_What is being asked_
Report each line of the entries that contains the word "Court", copied in full.

(Collected data)

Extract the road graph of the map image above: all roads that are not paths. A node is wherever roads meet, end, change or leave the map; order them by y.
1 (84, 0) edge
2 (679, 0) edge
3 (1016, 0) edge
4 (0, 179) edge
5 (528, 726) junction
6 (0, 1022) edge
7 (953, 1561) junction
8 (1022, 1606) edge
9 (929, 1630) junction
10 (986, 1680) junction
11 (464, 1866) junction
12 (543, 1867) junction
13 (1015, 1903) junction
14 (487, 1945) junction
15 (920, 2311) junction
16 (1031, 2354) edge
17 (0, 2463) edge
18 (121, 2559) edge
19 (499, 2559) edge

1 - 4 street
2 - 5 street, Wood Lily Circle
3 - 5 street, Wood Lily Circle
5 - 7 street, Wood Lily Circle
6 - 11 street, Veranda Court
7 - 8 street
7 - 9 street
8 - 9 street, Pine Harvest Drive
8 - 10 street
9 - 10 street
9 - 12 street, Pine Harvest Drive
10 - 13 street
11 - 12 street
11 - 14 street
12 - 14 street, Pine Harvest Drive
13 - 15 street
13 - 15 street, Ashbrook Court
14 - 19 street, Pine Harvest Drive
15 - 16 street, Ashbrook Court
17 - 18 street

_Task solution_
6 - 11 street, Veranda Court
13 - 15 street, Ashbrook Court
15 - 16 street, Ashbrook Court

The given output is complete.